The default config scrapes the collector itself for metrics on how the collector is performing. Adding more sources to scrape is quite easy, and it’s as simple as adding more targets / jobs:
prometheus:
config:
scrape_configs:
- job_name: 'otel-collector'
scrape_interval: 10s
static_configs:
- targets: ['0.0.0.0:8888']
- job_name: 'node'
scrape_interval: 10s
static_configs:
- targets: ['localhost:9100']
Now that we have our exporters added, let’s start sending them to Grafana Cloud. For this, we need a Prometheus remote write exporter:
exporters:
prometheusremotewrite:
endpoint: https://USER:PASSWORD@URL
Now this is where the Grafana Cloud config comes into play. For example, for me the endpoint looks like this:
exporters:
prometheusremotewrite:
endpoint: https://361398:eyJrIjoiYTNlZTFiOTc2NjA2ODJlOGY1ZGRlNGJkNWMwODRkMDY2M2U2MTE3NiIsIm4iOiJtZXRyaWNzLWtleSIsImlkIjo2MTU4ODJ9@prometheus-prod-01-eu-west-0.grafana.net/api/prom/push
(Don’t worry, I revoked the API Key ;))
When you add the exporter, also update the pipeline, and the final config will look something like:
receivers:
# Collect own metrics
prometheus:
config:
scrape_configs:
- job_name: 'otel-collector'
scrape_interval: 10s
static_configs:
- targets: ['0.0.0.0:8888']
- job_name: 'node'
scrape_interval: 10s
static_configs:
- targets: ['localhost:9100']
processors:
batch:
exporters:
logging:
logLevel: debug
prometheusremotewrite:
endpoint: https://361398:eyJrIjoiYTNlZTFiOTc2NjA2ODJlOGY1ZGRlNGJkNWMwODRkMDY2M2U2MTE3NiIsIm4iOiJtZXRyaWNzLWtleSIsImlkIjo2MTU4ODJ9@prometheus-prod-01-eu-west-0.grafana.net/api/prom/push
service:
pipelines:
metrics:
receivers: [prometheus]
processors: [batch]
exporters: [prometheusremotewrite]
Once you update /etc/otelcol/config.yaml
with the above (make sure you’re using the right USER, PASSWORD, and URL), restart and verify the collector is running successfully:
$ systemctl restart otelcol.service
$ systemctl status otelcol.service
Now in your Grafana instance on Grafana Cloud, you should see the metrics start flowing in. Let’s import this popular Node Exporter dashboard to visualize those metrics.
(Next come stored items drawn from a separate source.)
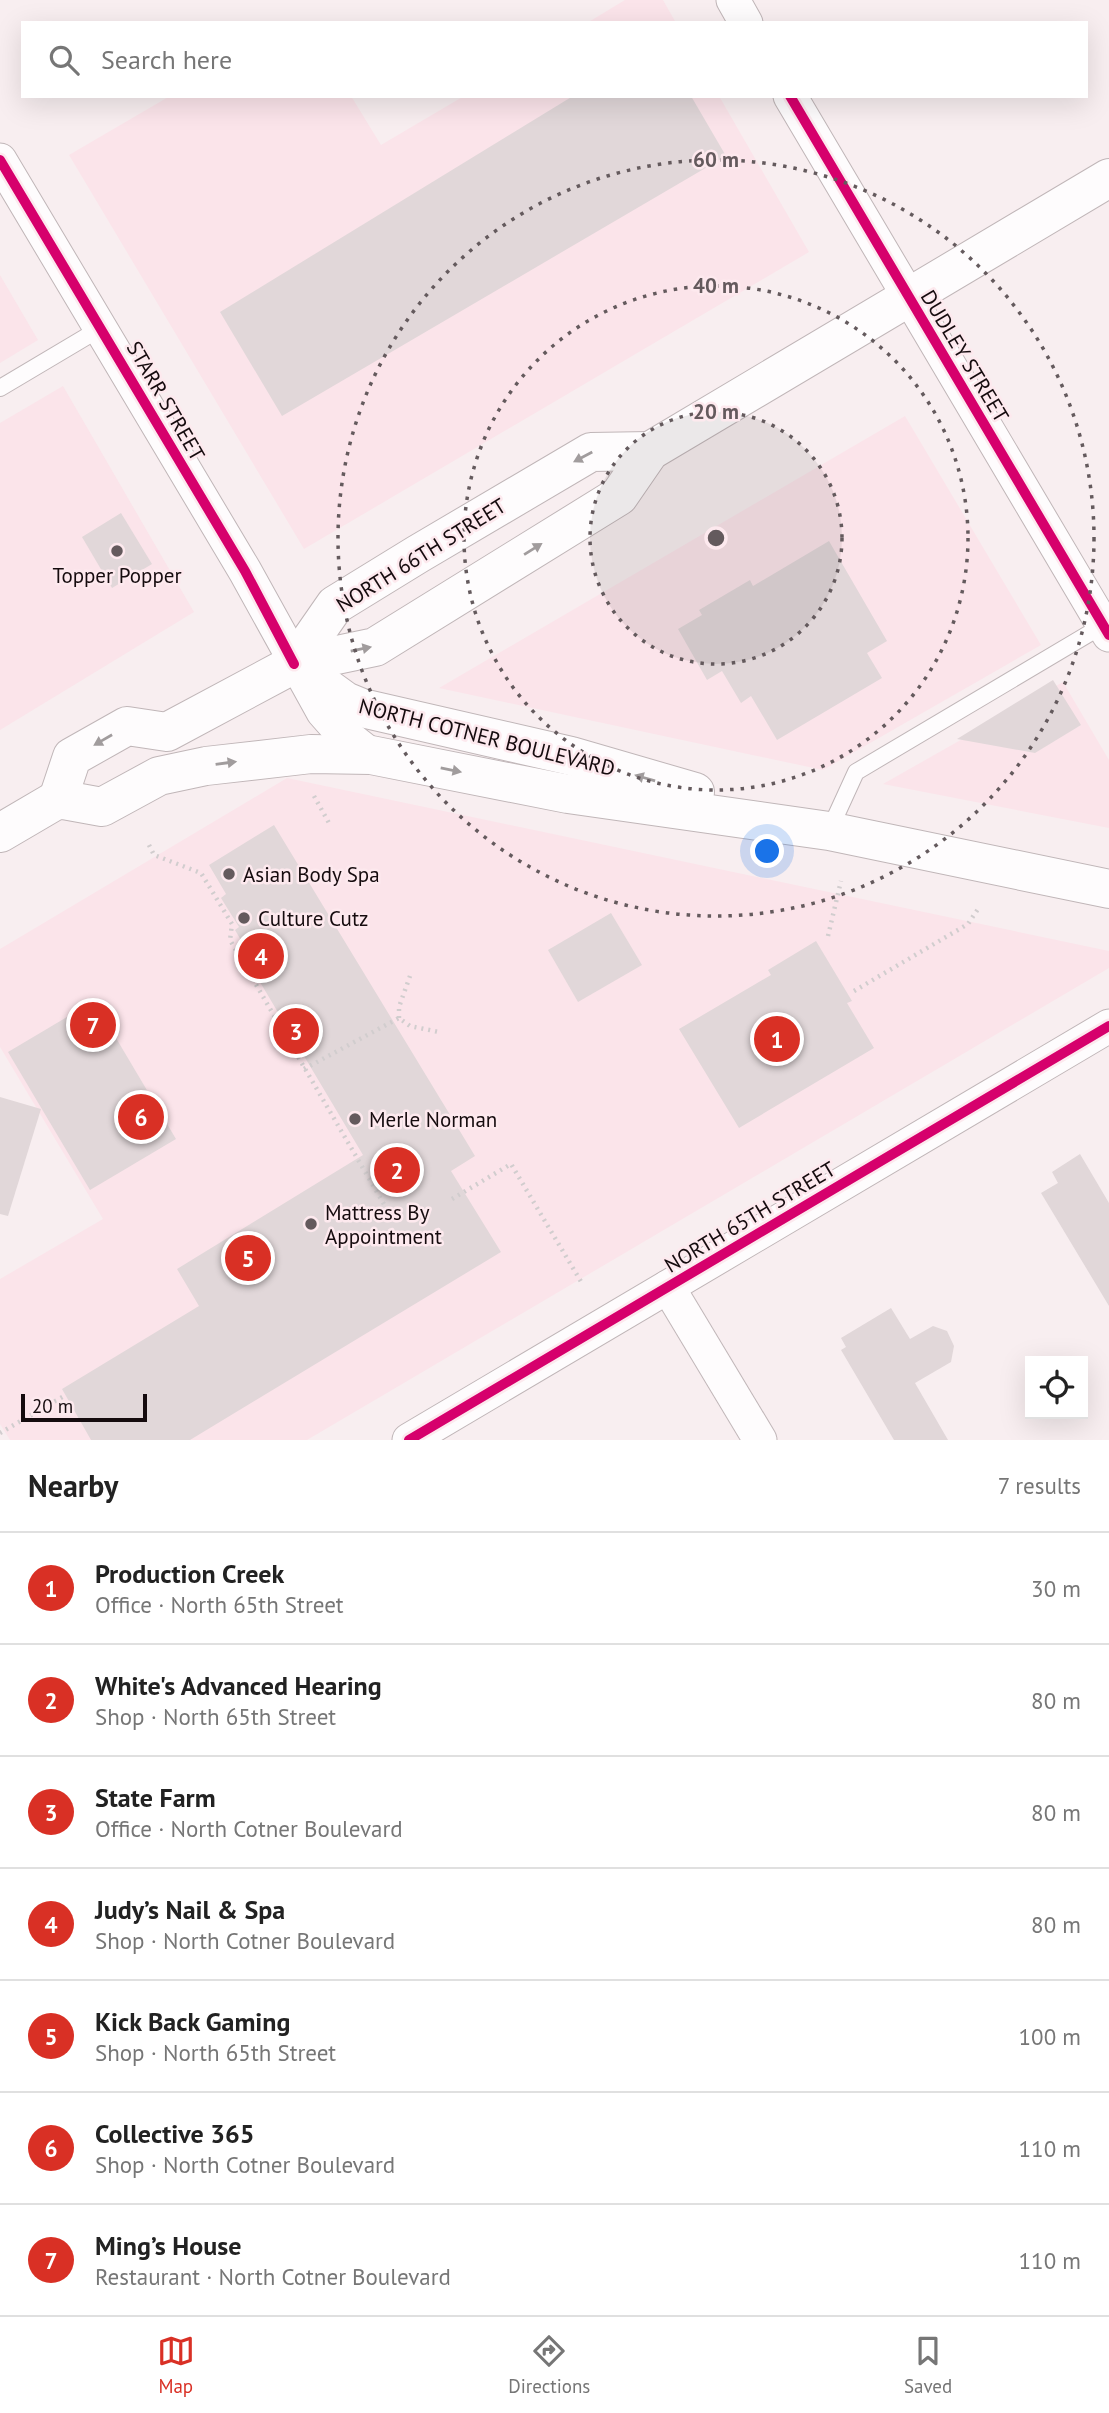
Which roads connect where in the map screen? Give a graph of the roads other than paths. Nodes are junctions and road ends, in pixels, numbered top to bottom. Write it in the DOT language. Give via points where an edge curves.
graph roads {
  1 [pos="733,0"];
  2 [pos="745,21"];
  3 [pos="791,98"];
  4 [pos="0,160"];
  5 [pos="1109,178"];
  6 [pos="908,298"];
  7 [pos="100,328"];
  8 [pos="0,388"];
  9 [pos="650,451"];
  10 [pos="1107,628"];
  11 [pos="294,664"];
  12 [pos="167,732"];
  13 [pos="371,755"];
  14 [pos="159,776"];
  15 [pos="58,799"];
  16 [pos="828,831"];
  17 [pos="0,833"];
  18 [pos="1109,889"];
  19 [pos="1109,1026"];
  20 [pos="668,1287"];
  21 [pos="409,1440"];
  22 [pos="760,1440"];
  1 -- 2 [label="street"];
  3 -- 6 [label="street, DUDLEY STREET"];
  4 -- 7 [label="street, STARR STREET"];
  5 -- 6 [label="main road, NORTH 66TH STREET"];
  6 -- 9 [label="main road, NORTH 66TH STREET"];
  6 -- 10 [label="street, DUDLEY STREET"];
  7 -- 8 [label="lane"];
  7 -- 11 [label="street, STARR STREET" via="245,571"];
  11 -- 9 [label="main road, NORTH 66TH STREET, one-way" via="375,646 620,496"];
  9 -- 11 [label="main road, NORTH 66TH STREET, one-way" via="592,452 418,554 335,605"];
  10 -- 16 [label="lane" via="856,772"];
  11 -- 12 [label="main road"];
  11 -- 13 [label="street, STARR STREET" via="323,712"];
  16 -- 11 [label="main road, NORTH COTNER BOULEVARD, one-way" via="571,756 362,708"];
  12 -- 14 [label="main road"];
  12 -- 15 [label="main road, one-way" via="127,726 72,757"];
  14 -- 13 [label="main road, NORTH COTNER BOULEVARD, one-way" via="255,760"];
  13 -- 16 [label="main road, NORTH COTNER BOULEVARD, one-way" via="568,794"];
  14 -- 15 [label="main road, NORTH COTNER BOULEVARD" via="102,807"];
  15 -- 17 [label="main road"];
  16 -- 18 [label="main road, NORTH COTNER BOULEVARD"];
  19 -- 20 [label="street, NORTH 65TH STREET"];
  20 -- 21 [label="street, NORTH 65TH STREET"];
  20 -- 22 [label="street"];
}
This will load the dashboard. Give it a few minutes, and you should see the panels populate with the data on how your Linux node is performing!
In the future, we will cover how you can deploy the collector into Kubernetes with the operator and how you can scrape metrics in Kubernetes. We will also look into how to better use the different Prometheus components inside the collector!